• **Work required**
Everything in the data must be repeated exactly, apart from the pictures, which are left out.

• **Input**

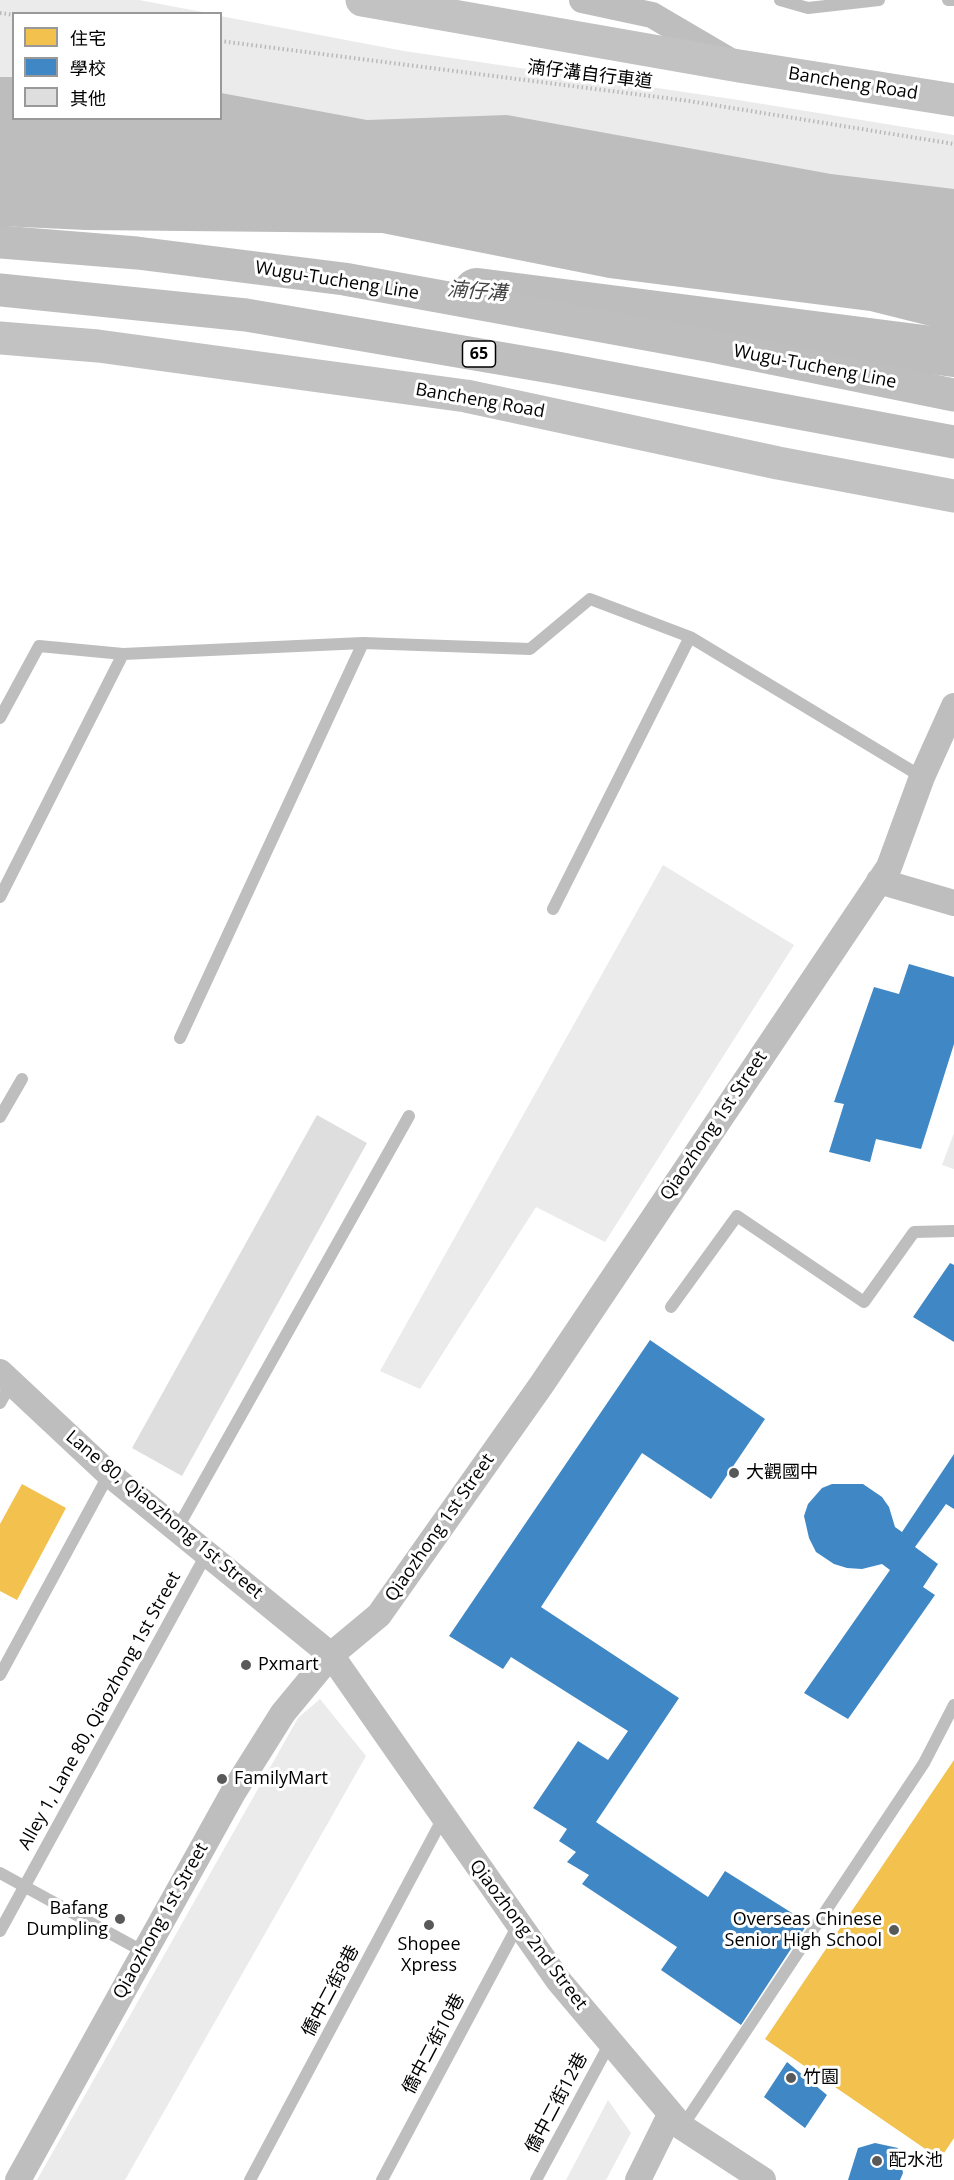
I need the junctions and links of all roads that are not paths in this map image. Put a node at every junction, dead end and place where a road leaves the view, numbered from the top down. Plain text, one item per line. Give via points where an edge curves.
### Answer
1 (362, 0) edge
2 (582, 0) edge
3 (780, 0) edge
4 (879, 0) edge
5 (948, 0) edge
6 (954, 0) edge
7 (740, 66) junction
8 (954, 100) edge
9 (0, 242) edge
10 (0, 290) edge
11 (0, 339) edge
12 (954, 395) edge
13 (954, 441) edge
14 (954, 496) edge
15 (690, 637) junction
16 (363, 643) junction
17 (123, 654) junction
18 (954, 706) edge
19 (0, 718) edge
20 (922, 777) junction
21 (879, 881) junction
22 (0, 897) edge
23 (954, 903) edge
24 (553, 909) dead end
25 (180, 1038) dead end
26 (22, 1079) dead end
27 (409, 1116) dead end
28 (0, 1117) edge
29 (954, 1231) edge
30 (671, 1307) dead end
31 (4, 1386) edge
32 (109, 1474) junction
33 (177, 1529) junction
34 (207, 1553) junction
35 (331, 1655) junction
36 (0, 1675) edge
37 (954, 1706) edge
38 (443, 1818) junction
39 (0, 1873) edge
40 (24, 1887) junction
41 (518, 1924) junction
42 (0, 1931) edge
43 (144, 1952) junction
44 (610, 2043) junction
45 (676, 2121) junction
46 (18, 2180) edge
47 (250, 2180) edge
48 (382, 2180) edge
49 (536, 2180) edge
50 (638, 2180) edge
51 (764, 2180) edge

1 - 7 street, Bancheng Road
2 - 7 street via 652,15
3 - 4 lane via 808,8
5 - 6 lane
7 - 8 street, Bancheng Road
9 - 12 highway, Wugu-Tucheng Line via 137,253 344,279
10 - 13 highway, 65 via 246,315
11 - 14 street, Bancheng Road via 98,346 466,396 778,463
15 - 16 lane via 590,599 530,649
15 - 20 lane
15 - 24 lane
16 - 17 lane
16 - 25 lane
17 - 19 lane via 39,646
17 - 22 lane
18 - 20 street, Qiaozhong 1st Street
20 - 21 street, Qiaozhong 1st Street via 889,867
21 - 23 street
21 - 35 street, Qiaozhong 1st Street via 542,1384 379,1615
26 - 28 lane
27 - 33 lane
29 - 30 lane via 914,1232 864,1302 737,1216
31 - 32 street, Lane 80, Qiaozhong 1st Street
32 - 33 street, Lane 80, Qiaozhong 1st Street
32 - 36 lane
33 - 34 street, Lane 80, Qiaozhong 1st Street
34 - 35 street, Lane 80, Qiaozhong 1st Street
34 - 40 lane, Alley 1, Lane 80, Qiaozhong 1st Street
35 - 38 street, Qiaozhong 2nd Street
35 - 43 street, Qiaozhong 1st Street via 283,1713 234,1791
37 - 45 lane via 924,1763
38 - 41 street, Qiaozhong 2nd Street
38 - 47 lane, 僑中二街8巷
39 - 40 lane
40 - 42 lane, Alley 1, Lane 80, Qiaozhong 1st Street
40 - 43 lane
41 - 44 street, Qiaozhong 2nd Street
41 - 48 lane, 僑中二街10巷
43 - 46 street, Qiaozhong 1st Street
44 - 45 street, Qiaozhong 2nd Street
44 - 49 lane, 僑中二街12巷
45 - 50 street
45 - 51 street, Qiaozhong 2nd Street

• **Answer space**
I need the junctions and links of all roads that are not paths in this map image. Put a node at every junction, dead end and place where a road leaves the view, numbered from the top down. Plain text, one item per line. Give via points where an edge curves.
### Answer
1 (362, 0) edge
2 (582, 0) edge
3 (780, 0) edge
4 (879, 0) edge
5 (948, 0) edge
6 (954, 0) edge
7 (740, 66) junction
8 (954, 100) edge
9 (0, 242) edge
10 (0, 290) edge
11 (0, 339) edge
12 (954, 395) edge
13 (954, 441) edge
14 (954, 496) edge
15 (690, 637) junction
16 (363, 643) junction
17 (123, 654) junction
18 (954, 706) edge
19 (0, 718) edge
20 (922, 777) junction
21 (879, 881) junction
22 (0, 897) edge
23 (954, 903) edge
24 (553, 909) dead end
25 (180, 1038) dead end
26 (22, 1079) dead end
27 (409, 1116) dead end
28 (0, 1117) edge
29 (954, 1231) edge
30 (671, 1307) dead end
31 (4, 1386) edge
32 (109, 1474) junction
33 (177, 1529) junction
34 (207, 1553) junction
35 (331, 1655) junction
36 (0, 1675) edge
37 (954, 1706) edge
38 (443, 1818) junction
39 (0, 1873) edge
40 (24, 1887) junction
41 (518, 1924) junction
42 (0, 1931) edge
43 (144, 1952) junction
44 (610, 2043) junction
45 (676, 2121) junction
46 (18, 2180) edge
47 (250, 2180) edge
48 (382, 2180) edge
49 (536, 2180) edge
50 (638, 2180) edge
51 (764, 2180) edge

1 - 7 street, Bancheng Road
2 - 7 street via 652,15
3 - 4 lane via 808,8
5 - 6 lane
7 - 8 street, Bancheng Road
9 - 12 highway, Wugu-Tucheng Line via 137,253 344,279
10 - 13 highway, 65 via 246,315
11 - 14 street, Bancheng Road via 98,346 466,396 778,463
15 - 16 lane via 590,599 530,649
15 - 20 lane
15 - 24 lane
16 - 17 lane
16 - 25 lane
17 - 19 lane via 39,646
17 - 22 lane
18 - 20 street, Qiaozhong 1st Street
20 - 21 street, Qiaozhong 1st Street via 889,867
21 - 23 street
21 - 35 street, Qiaozhong 1st Street via 542,1384 379,1615
26 - 28 lane
27 - 33 lane
29 - 30 lane via 914,1232 864,1302 737,1216
31 - 32 street, Lane 80, Qiaozhong 1st Street
32 - 33 street, Lane 80, Qiaozhong 1st Street
32 - 36 lane
33 - 34 street, Lane 80, Qiaozhong 1st Street
34 - 35 street, Lane 80, Qiaozhong 1st Street
34 - 40 lane, Alley 1, Lane 80, Qiaozhong 1st Street
35 - 38 street, Qiaozhong 2nd Street
35 - 43 street, Qiaozhong 1st Street via 283,1713 234,1791
37 - 45 lane via 924,1763
38 - 41 street, Qiaozhong 2nd Street
38 - 47 lane, 僑中二街8巷
39 - 40 lane
40 - 42 lane, Alley 1, Lane 80, Qiaozhong 1st Street
40 - 43 lane
41 - 44 street, Qiaozhong 2nd Street
41 - 48 lane, 僑中二街10巷
43 - 46 street, Qiaozhong 1st Street
44 - 45 street, Qiaozhong 2nd Street
44 - 49 lane, 僑中二街12巷
45 - 50 street
45 - 51 street, Qiaozhong 2nd Street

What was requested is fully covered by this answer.